The only surviving Sidney Poblocki on all the many parallel Earths finds his loyalty to lively, enigmatic Rodeo tested by a villain’s evil scheme.
Despite efforts to bring them up to speed, readers unfamiliar with the series opener may flounder as the mildly surreal continuing storyline takes a few more dizzying spins in this second entry. Being the last of the murderous Paladins still at liberty after Rodeo’s application of the Plunger of Truth, bad guy Athelstan concocts an uncharacteristically clever ploy to steal the powers of the “fiendish tweenzilla” who wielded it by exploiting her friendship with the multiverse’s last living Sidney—newest and only boy member of her closely knit posse, the Daughters of Mayhem.
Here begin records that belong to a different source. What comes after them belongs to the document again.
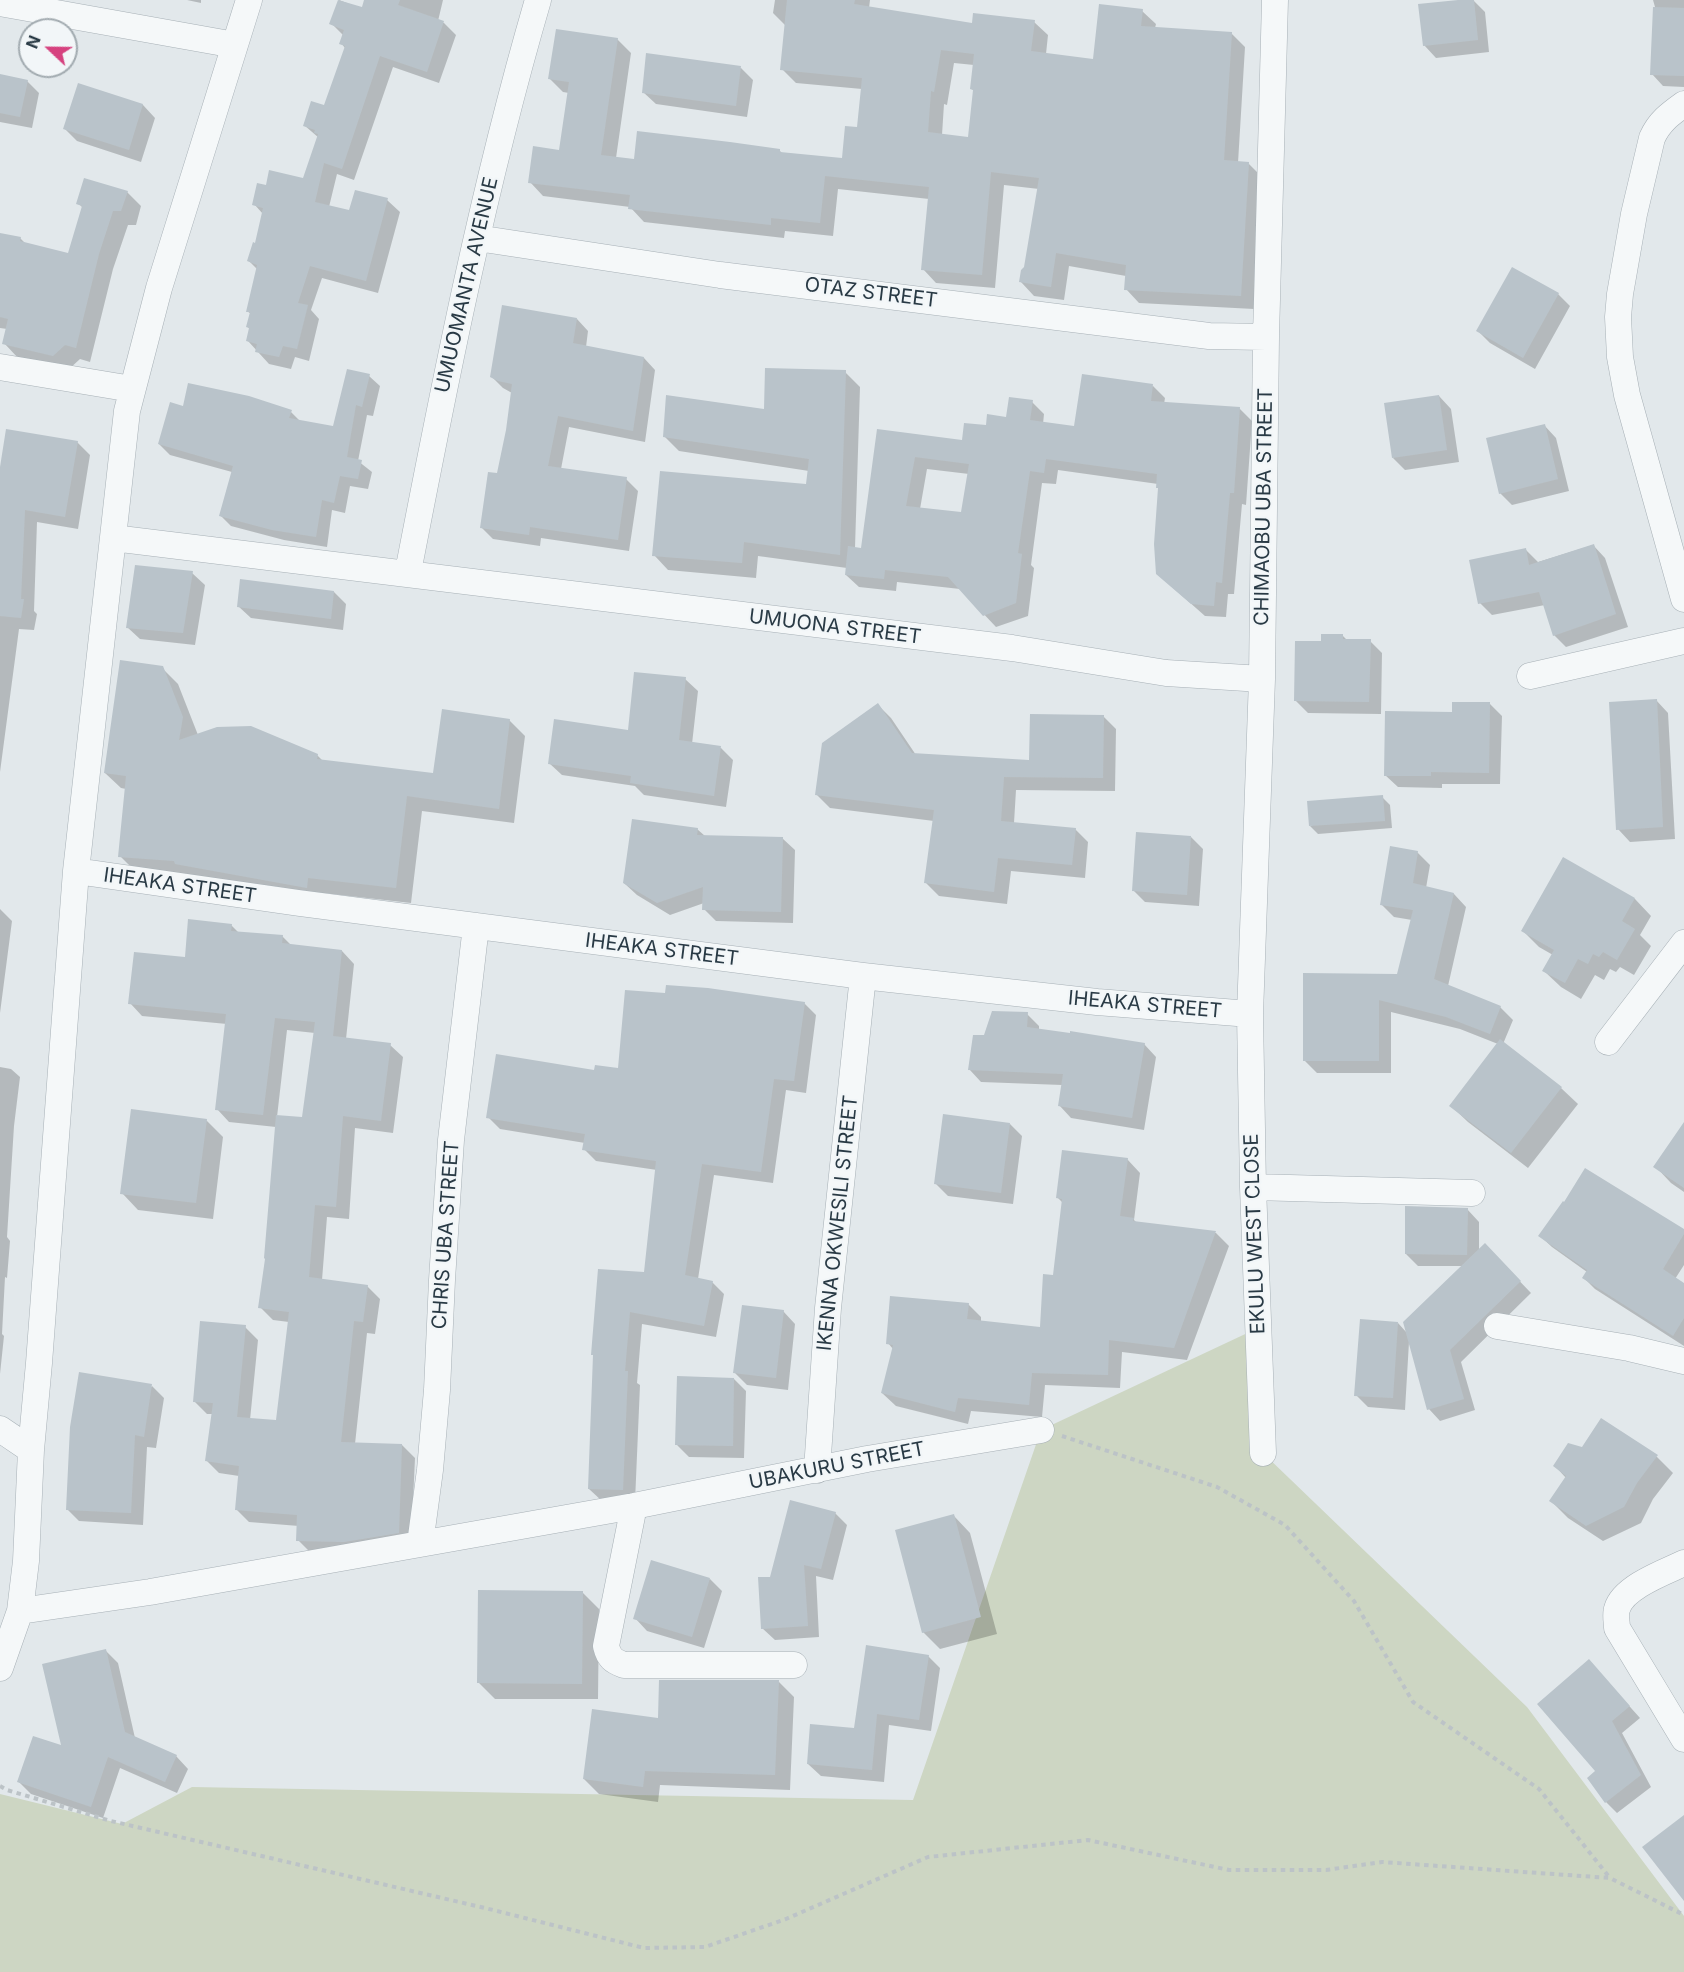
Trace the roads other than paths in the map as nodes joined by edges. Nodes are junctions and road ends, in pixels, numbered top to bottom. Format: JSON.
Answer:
{"nodes":[{"id":1,"x":249,"y":0,"type":"edge"},
{"id":2,"x":538,"y":0,"type":"edge"},
{"id":3,"x":1275,"y":0,"type":"edge"},
{"id":4,"x":0,"y":3,"type":"edge"},
{"id":5,"x":235,"y":45,"type":"junction"},
{"id":6,"x":1684,"y":104,"type":"edge"},
{"id":7,"x":477,"y":238,"type":"junction"},
{"id":8,"x":1266,"y":338,"type":"junction"},
{"id":9,"x":0,"y":367,"type":"edge"},
{"id":10,"x":132,"y":388,"type":"junction"},
{"id":11,"x":113,"y":538,"type":"junction"},
{"id":12,"x":408,"y":572,"type":"junction"},
{"id":13,"x":1684,"y":599,"type":"edge"},
{"id":14,"x":1684,"y":641,"type":"edge"},
{"id":15,"x":1530,"y":676,"type":"dead end"},
{"id":16,"x":1262,"y":679,"type":"junction"},
{"id":17,"x":75,"y":871,"type":"junction"},
{"id":18,"x":476,"y":927,"type":"junction"},
{"id":19,"x":1683,"y":947,"type":"edge"},
{"id":20,"x":863,"y":976,"type":"junction"},
{"id":21,"x":1250,"y":1014,"type":"junction"},
{"id":22,"x":1608,"y":1042,"type":"dead end"},
{"id":23,"x":1253,"y":1187,"type":"junction"},
{"id":24,"x":1472,"y":1193,"type":"dead end"},
{"id":25,"x":1497,"y":1326,"type":"dead end"},
{"id":26,"x":1684,"y":1361,"type":"edge"},
{"id":27,"x":0,"y":1429,"type":"edge"},
{"id":28,"x":1041,"y":1430,"type":"road end"},
{"id":29,"x":31,"y":1450,"type":"junction"},
{"id":30,"x":1263,"y":1453,"type":"dead end"},
{"id":31,"x":817,"y":1470,"type":"junction"},
{"id":32,"x":634,"y":1506,"type":"junction"},
{"id":33,"x":420,"y":1545,"type":"junction"},
{"id":34,"x":1684,"y":1563,"type":"edge"},
{"id":35,"x":20,"y":1611,"type":"junction"},
{"id":36,"x":794,"y":1665,"type":"dead end"},
{"id":37,"x":0,"y":1668,"type":"edge"},
{"id":38,"x":1684,"y":1739,"type":"edge"}],
"edges":[{"from":1,"to":5,"type":"street"},
{"from":2,"to":7,"type":"street","name":"UMUOMANTA AVENUE"},
{"from":3,"to":8,"type":"street","name":"CHIMAOBU UBA STREET"},
{"from":4,"to":5,"type":"street"},
{"from":5,"to":10,"type":"street"},
{"from":6,"to":13,"type":"street"},
{"from":7,"to":8,"type":"street","name":"OTAZ STREET"},
{"from":7,"to":12,"type":"street","name":"UMUOMANTA AVENUE"},
{"from":8,"to":16,"type":"street","name":"CHIMAOBU UBA STREET"},
{"from":9,"to":10,"type":"street"},
{"from":10,"to":11,"type":"street"},
{"from":11,"to":12,"type":"street","name":"UMUONA STREET"},
{"from":11,"to":17,"type":"street"},
{"from":12,"to":16,"type":"street","name":"UMUONA STREET"},
{"from":14,"to":15,"type":"street"},
{"from":16,"to":21,"type":"street","name":"CHIMAOBU UBA STREET"},
{"from":17,"to":18,"type":"street","name":"IHEAKA STREET"},
{"from":17,"to":29,"type":"street"},
{"from":18,"to":20,"type":"street","name":"IHEAKA STREET"},
{"from":18,"to":33,"type":"street","name":"CHRIS UBA STREET"},
{"from":19,"to":22,"type":"street"},
{"from":20,"to":21,"type":"street","name":"IHEAKA STREET"},
{"from":20,"to":31,"type":"street","name":"IKENNA OKWESILI STREET"},
{"from":21,"to":23,"type":"street","name":"EKULU WEST CLOSE"},
{"from":23,"to":24,"type":"street"},
{"from":23,"to":30,"type":"street","name":"EKULU WEST CLOSE"},
{"from":25,"to":26,"type":"street"},
{"from":27,"to":29,"type":"street"},
{"from":28,"to":31,"type":"street","name":"UBAKURU STREET"},
{"from":29,"to":35,"type":"street"},
{"from":31,"to":32,"type":"street","name":"UBAKURU STREET"},
{"from":32,"to":33,"type":"street","name":"UBAKURU STREET"},
{"from":32,"to":36,"type":"street"},
{"from":33,"to":35,"type":"street","name":"UBAKURU STREET"},
{"from":34,"to":38,"type":"street"},
{"from":35,"to":37,"type":"street"}]}
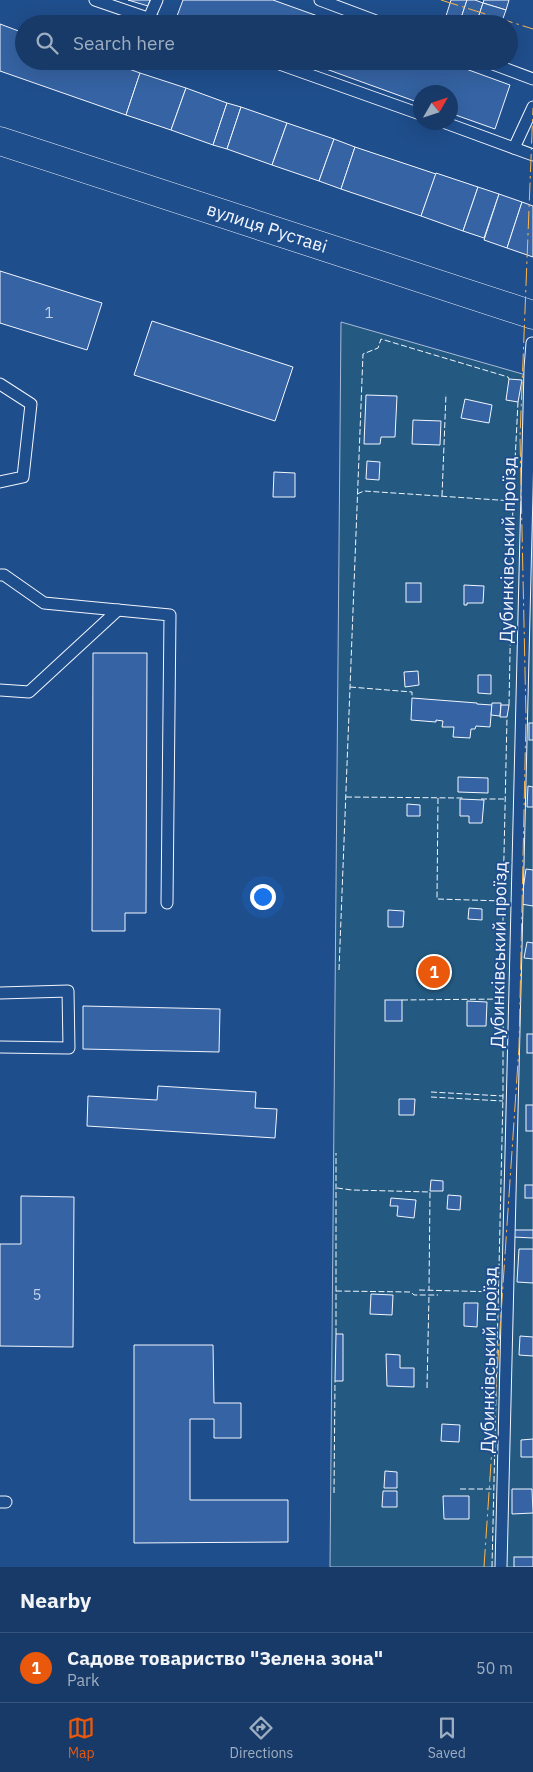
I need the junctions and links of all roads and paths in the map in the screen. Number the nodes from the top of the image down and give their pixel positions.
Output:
1 (95, 0) edge
2 (157, 0) edge
3 (320, 0) edge
4 (140, 15) edge
5 (150, 15) edge
6 (360, 15) edge
7 (296, 70) edge
8 (509, 70) edge
9 (533, 79) edge
10 (533, 107) edge
11 (413, 112) edge
12 (458, 127) edge
13 (0, 141) edge
14 (514, 148) junction
15 (533, 156) edge
16 (533, 315) edge
17 (532, 343) edge
18 (0, 384) edge
19 (0, 482) edge
20 (0, 575) edge
21 (118, 610) junction
22 (0, 690) edge
23 (167, 903) dead end
24 (0, 993) edge
25 (0, 1047) edge
26 (501, 1567) edge

1 - 4 lane
2 - 5 lane
3 - 6 lane
7 - 11 lane
8 - 9 lane
10 - 14 lane
12 - 14 lane
13 - 16 main road, вулиця Руставі
14 - 15 lane
17 - 26 lane, Дубинківський проїзд
18 - 19 lane
20 - 21 lane
21 - 22 lane
21 - 23 lane
24 - 25 lane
The trap is sprung, naturally, just as a tiff has Sidney questioning the depth of that friendship. Breakneck visual pacing and the frequent use of silent sequences and reaction shots to enhance both comical and dramatic moments give Miles’ cleanly drawn frames an appealing cinematic feel as events hurtle toward a tumultuous climax. At the head of a cast that is, thanks to incremental differences between worlds, wildly multicolored and multispecies, the two brown-skinned leads come through swimmingly for one another—and also deal just deserts to Athelstan with an assist from Rodeo’s large and astonishingly versatile wad of bubble gum.
Daffy, inventive storytelling on any world. Or worlds.